Wayne Enterprises, LLC et al v. McGhee et al
Filing
14
MEMORANDUM DECISION AND ORDER It is hereby ORDERED that Defendants' Motion to Dismiss for Lack of Personal Jurisdiction (Dkt. 6 ) is DENIED. The parties are directed to meet and confer and file a new Joint Litigation Plan by 7/15/16. Signed by Judge Edward J. Lodge. (caused to be mailed to non Registered Participants at the addresses listed on the Notice of Electronic Filing (NEF) by (jp)

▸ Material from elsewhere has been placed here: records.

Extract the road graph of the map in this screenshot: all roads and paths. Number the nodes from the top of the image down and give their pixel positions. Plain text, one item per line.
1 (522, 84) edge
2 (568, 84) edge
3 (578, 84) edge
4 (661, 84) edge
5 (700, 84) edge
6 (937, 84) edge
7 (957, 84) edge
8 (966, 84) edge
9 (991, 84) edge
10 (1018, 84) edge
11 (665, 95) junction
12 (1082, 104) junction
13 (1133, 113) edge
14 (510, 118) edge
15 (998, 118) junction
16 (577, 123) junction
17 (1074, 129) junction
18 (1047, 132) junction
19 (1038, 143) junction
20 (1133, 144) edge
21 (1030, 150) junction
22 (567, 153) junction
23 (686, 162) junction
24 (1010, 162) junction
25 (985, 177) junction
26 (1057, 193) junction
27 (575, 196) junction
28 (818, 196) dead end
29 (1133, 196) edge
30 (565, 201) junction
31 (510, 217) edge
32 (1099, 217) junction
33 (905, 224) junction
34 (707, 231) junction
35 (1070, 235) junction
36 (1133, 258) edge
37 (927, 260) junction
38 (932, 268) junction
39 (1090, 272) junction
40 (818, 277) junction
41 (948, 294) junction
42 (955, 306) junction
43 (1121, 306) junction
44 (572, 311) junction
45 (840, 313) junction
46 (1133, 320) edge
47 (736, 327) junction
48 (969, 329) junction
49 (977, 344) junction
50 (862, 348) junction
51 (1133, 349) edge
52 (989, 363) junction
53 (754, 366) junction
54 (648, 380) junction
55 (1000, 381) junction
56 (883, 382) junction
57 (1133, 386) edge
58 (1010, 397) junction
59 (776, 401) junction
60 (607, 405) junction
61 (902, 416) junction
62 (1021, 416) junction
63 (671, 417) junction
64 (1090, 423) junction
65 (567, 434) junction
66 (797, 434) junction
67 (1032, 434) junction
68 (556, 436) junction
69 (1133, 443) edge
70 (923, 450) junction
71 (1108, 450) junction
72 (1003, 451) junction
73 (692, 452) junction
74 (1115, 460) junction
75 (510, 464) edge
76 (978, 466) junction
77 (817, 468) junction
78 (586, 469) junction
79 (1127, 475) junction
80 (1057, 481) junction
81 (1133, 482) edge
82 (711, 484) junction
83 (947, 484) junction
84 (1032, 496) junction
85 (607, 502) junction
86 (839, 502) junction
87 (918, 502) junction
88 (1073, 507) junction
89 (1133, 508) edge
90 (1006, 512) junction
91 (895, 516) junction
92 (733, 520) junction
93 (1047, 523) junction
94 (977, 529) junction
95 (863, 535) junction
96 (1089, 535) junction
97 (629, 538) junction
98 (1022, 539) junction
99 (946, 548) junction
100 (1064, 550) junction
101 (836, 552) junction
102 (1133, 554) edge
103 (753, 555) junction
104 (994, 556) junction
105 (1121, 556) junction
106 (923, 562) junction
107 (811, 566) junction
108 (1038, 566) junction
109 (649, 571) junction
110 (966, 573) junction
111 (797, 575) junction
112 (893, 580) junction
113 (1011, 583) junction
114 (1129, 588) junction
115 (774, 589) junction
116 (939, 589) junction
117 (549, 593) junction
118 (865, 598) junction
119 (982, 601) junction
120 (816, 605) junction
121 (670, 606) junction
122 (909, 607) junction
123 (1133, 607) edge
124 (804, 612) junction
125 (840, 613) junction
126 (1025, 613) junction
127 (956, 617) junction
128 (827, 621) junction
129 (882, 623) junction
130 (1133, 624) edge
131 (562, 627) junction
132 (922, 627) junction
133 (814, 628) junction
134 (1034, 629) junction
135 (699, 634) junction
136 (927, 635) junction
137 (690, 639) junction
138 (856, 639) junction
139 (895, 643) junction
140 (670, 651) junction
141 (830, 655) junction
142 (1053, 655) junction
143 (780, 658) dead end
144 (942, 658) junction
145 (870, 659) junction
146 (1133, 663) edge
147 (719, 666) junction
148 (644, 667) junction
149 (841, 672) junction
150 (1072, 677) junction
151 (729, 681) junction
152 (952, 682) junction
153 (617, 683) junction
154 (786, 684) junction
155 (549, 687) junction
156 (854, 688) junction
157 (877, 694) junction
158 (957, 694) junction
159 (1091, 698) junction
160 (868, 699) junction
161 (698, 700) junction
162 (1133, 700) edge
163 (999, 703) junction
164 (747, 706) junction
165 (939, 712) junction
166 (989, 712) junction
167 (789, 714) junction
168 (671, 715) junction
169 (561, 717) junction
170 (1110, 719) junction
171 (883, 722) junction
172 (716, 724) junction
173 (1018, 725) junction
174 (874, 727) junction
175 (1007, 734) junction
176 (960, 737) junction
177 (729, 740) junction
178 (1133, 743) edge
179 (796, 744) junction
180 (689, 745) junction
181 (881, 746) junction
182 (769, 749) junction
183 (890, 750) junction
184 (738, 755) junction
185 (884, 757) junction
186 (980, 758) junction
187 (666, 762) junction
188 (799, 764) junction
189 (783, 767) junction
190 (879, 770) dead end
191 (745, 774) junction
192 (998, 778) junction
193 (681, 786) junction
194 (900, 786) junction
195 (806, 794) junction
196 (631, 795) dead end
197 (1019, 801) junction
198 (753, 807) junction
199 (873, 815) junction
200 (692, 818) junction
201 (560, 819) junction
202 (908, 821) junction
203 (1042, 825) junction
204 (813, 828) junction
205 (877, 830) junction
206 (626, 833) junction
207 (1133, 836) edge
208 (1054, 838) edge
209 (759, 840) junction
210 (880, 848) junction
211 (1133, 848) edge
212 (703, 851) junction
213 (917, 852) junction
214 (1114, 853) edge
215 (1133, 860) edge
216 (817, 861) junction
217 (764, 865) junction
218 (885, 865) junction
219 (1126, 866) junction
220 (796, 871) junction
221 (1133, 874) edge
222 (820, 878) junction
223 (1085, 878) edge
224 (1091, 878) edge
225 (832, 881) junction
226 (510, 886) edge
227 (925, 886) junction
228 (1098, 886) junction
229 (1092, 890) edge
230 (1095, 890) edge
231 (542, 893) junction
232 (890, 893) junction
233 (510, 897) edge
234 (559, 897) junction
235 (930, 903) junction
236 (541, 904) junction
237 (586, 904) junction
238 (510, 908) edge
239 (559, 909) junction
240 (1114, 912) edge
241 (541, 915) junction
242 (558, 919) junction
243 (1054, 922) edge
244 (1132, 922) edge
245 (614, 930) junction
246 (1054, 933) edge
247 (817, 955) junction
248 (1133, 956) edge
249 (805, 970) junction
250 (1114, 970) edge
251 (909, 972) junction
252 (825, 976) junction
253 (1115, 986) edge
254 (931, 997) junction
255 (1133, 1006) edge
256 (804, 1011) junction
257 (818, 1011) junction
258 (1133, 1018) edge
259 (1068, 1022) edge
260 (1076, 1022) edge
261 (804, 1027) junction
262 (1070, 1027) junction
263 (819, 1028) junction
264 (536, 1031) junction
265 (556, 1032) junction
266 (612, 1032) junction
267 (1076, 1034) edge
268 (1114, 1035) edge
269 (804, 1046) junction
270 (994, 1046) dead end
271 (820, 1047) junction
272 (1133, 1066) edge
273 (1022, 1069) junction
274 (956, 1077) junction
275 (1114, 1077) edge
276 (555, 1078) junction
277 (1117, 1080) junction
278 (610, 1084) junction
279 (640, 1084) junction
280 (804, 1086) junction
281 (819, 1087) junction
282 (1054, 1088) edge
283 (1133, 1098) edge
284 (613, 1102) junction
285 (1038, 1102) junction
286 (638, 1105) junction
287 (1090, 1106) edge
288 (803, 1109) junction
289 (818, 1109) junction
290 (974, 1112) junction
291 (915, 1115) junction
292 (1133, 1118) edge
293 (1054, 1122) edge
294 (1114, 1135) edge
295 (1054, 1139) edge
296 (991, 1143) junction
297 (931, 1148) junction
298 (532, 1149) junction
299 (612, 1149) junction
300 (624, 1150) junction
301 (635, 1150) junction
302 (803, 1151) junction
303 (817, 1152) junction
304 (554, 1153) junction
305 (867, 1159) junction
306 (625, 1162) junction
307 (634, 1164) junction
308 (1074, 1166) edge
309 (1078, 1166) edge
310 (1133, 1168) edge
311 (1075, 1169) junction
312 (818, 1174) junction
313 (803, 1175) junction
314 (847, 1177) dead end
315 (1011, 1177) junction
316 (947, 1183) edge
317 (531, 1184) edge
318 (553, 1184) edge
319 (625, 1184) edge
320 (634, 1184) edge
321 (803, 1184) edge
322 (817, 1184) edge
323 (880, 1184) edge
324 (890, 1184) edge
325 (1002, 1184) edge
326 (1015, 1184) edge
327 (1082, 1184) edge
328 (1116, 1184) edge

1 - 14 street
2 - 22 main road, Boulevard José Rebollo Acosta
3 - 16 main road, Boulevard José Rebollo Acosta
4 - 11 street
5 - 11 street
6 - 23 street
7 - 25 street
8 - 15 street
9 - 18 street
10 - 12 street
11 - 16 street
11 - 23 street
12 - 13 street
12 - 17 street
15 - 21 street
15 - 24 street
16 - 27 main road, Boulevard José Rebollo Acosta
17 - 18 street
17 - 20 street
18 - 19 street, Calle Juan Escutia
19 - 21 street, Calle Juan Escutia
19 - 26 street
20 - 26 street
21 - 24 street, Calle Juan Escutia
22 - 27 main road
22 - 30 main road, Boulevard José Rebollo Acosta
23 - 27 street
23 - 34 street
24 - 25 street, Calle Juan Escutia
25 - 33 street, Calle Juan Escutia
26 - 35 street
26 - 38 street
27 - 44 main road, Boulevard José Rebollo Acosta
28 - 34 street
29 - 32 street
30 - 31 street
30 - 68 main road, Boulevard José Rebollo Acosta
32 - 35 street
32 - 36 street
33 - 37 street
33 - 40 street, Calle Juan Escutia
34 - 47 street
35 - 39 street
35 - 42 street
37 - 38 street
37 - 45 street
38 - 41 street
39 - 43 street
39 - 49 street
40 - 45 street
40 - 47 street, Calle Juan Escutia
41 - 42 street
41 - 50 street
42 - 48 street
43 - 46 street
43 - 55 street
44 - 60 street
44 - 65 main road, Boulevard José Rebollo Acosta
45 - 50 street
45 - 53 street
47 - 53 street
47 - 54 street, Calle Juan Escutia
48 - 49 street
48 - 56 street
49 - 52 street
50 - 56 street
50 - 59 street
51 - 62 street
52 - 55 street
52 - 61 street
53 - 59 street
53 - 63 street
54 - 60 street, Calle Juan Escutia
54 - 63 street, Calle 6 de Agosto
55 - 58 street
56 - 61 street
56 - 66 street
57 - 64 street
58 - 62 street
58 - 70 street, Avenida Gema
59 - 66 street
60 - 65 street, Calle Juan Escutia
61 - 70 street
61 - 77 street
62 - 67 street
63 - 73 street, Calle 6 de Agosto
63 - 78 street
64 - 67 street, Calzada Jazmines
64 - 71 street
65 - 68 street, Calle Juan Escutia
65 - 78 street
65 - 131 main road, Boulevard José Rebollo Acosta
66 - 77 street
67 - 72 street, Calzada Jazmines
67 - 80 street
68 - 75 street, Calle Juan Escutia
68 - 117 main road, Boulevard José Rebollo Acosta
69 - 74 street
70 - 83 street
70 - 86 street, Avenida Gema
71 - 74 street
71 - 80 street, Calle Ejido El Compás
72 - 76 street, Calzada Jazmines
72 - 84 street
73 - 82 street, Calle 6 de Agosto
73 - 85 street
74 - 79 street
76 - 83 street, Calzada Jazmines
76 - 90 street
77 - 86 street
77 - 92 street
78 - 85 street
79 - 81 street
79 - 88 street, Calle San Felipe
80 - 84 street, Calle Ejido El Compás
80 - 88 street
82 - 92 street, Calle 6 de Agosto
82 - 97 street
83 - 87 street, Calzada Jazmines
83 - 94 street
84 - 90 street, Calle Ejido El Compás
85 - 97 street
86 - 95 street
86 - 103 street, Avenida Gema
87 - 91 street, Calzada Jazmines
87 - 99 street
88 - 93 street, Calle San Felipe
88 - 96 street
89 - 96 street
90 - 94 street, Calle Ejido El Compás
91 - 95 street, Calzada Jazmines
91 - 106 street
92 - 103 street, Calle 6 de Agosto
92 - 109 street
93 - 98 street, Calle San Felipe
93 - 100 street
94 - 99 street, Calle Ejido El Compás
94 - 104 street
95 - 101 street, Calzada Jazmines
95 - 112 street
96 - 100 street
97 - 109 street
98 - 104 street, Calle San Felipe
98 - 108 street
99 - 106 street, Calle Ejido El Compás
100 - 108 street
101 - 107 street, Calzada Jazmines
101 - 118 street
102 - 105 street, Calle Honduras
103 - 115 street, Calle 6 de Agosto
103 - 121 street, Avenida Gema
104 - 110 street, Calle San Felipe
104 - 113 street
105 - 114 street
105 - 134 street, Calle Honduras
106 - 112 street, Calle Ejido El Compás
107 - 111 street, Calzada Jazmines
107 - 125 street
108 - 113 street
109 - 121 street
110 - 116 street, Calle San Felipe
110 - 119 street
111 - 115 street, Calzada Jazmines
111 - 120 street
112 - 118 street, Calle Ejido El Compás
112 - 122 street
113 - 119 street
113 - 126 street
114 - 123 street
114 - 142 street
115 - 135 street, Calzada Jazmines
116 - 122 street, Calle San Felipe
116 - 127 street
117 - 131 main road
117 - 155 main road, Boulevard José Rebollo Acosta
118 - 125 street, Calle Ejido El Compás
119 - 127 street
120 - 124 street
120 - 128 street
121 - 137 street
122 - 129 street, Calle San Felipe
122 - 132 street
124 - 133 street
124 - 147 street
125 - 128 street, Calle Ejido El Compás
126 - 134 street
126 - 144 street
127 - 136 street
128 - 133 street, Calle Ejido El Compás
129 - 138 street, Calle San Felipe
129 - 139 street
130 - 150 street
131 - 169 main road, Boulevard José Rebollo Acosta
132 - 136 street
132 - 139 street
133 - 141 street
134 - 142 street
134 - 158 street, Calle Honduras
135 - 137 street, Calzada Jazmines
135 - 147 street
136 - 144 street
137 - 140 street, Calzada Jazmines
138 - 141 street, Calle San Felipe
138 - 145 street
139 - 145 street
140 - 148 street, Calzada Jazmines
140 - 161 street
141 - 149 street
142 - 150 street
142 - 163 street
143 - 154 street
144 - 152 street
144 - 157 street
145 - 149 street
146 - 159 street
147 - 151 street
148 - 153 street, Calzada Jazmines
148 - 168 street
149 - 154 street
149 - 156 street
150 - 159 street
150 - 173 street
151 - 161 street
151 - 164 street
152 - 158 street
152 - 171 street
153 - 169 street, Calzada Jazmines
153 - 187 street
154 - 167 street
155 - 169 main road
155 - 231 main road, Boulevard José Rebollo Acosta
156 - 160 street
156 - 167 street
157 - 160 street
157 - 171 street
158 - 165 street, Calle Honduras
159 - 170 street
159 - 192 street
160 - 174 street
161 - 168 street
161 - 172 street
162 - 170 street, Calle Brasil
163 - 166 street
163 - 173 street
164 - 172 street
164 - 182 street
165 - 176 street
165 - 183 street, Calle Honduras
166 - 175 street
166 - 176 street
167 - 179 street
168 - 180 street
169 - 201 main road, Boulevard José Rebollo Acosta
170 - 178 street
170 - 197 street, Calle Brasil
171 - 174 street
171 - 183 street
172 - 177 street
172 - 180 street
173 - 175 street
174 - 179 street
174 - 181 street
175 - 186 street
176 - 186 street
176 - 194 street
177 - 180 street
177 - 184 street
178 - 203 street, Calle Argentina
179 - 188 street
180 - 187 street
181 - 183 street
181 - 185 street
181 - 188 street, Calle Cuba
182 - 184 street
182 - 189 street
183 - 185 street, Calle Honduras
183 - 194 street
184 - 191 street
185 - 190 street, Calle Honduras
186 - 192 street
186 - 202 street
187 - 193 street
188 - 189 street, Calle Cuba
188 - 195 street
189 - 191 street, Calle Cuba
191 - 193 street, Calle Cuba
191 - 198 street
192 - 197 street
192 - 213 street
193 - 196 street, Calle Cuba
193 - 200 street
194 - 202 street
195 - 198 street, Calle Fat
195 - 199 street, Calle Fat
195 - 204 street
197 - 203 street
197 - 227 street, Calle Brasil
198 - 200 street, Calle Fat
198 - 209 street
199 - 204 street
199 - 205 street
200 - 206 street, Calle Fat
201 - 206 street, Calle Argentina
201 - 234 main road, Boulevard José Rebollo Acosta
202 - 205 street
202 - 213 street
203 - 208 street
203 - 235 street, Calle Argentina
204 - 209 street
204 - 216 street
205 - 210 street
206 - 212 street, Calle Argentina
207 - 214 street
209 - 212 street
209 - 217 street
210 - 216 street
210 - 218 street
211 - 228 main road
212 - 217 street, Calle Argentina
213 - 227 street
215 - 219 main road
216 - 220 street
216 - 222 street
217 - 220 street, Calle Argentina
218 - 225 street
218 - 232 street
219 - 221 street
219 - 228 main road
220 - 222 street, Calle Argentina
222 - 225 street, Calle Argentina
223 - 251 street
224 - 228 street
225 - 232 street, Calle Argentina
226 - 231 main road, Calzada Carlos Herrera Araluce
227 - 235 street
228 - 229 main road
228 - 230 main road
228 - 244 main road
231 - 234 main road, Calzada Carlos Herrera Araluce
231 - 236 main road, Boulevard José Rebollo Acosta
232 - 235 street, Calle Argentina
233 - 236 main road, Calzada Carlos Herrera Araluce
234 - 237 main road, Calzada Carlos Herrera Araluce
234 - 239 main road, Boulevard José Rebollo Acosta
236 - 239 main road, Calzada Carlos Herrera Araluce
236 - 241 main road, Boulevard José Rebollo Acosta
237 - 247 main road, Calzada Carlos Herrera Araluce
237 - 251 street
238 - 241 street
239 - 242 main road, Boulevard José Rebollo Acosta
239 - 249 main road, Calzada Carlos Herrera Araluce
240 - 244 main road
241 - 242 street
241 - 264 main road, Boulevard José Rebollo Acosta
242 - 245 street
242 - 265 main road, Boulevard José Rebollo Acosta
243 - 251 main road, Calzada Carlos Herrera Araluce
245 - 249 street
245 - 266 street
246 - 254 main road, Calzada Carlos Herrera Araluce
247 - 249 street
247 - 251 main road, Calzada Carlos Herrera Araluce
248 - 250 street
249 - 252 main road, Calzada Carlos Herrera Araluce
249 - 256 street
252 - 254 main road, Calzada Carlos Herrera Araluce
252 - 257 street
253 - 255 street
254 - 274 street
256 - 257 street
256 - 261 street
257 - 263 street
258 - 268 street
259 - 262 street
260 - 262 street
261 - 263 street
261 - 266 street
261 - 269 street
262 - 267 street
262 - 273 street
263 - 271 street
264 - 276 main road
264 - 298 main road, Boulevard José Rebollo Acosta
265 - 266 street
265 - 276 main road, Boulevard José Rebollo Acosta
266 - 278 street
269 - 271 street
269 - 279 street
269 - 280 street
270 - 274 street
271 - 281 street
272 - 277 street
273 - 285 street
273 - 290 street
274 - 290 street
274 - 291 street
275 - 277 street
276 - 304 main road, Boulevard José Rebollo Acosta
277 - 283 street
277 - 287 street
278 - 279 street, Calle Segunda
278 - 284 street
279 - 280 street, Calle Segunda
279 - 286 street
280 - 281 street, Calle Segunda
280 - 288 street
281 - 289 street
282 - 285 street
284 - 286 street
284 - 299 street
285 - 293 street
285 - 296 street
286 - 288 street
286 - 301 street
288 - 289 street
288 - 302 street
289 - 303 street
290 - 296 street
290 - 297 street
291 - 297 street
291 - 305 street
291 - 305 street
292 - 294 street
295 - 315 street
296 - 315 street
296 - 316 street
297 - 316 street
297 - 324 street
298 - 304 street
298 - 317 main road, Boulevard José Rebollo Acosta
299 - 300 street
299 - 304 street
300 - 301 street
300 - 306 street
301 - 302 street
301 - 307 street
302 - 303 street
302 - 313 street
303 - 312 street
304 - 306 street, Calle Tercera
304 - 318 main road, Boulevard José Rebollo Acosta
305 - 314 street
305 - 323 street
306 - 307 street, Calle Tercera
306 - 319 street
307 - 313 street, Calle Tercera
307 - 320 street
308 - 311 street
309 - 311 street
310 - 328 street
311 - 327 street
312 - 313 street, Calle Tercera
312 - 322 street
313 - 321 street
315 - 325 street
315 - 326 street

UNITED STATES DISTRICT COURT
FOR THE DISTRICT OF IDAHO
WAYNE ENTERPRISES, LLC; and
CLUNE ENTERPRISES, LLC.,
Case No. 1:15-CV-00195-EJL
Plaintiffs,
v.
MEMORANDUM DECISION
AND ORDER
KIRT MCGHEE; TURNKEY
INVESTMENTS, LLC.,
Defendant.
INTRODUCTION
Pending before the Court in the above-entitled matter is Defendants’ Motion
to Dismiss pursuant to Federal Rule of Civil Procedure 12(b)(2) for lack of
personal jurisdiction. Plaintiffs have responded to the Motion and the matter is
ripe for the Court’s review. Having fully reviewed the record herein, the Court
finds that the facts and legal arguments are adequately presented in the briefs and
record. Accordingly, in the interest of avoiding further delay, and because the
Court conclusively finds that the decisional process would not be significantly
aided by oral argument, this Motion shall be decided on the record before this
Court without oral argument.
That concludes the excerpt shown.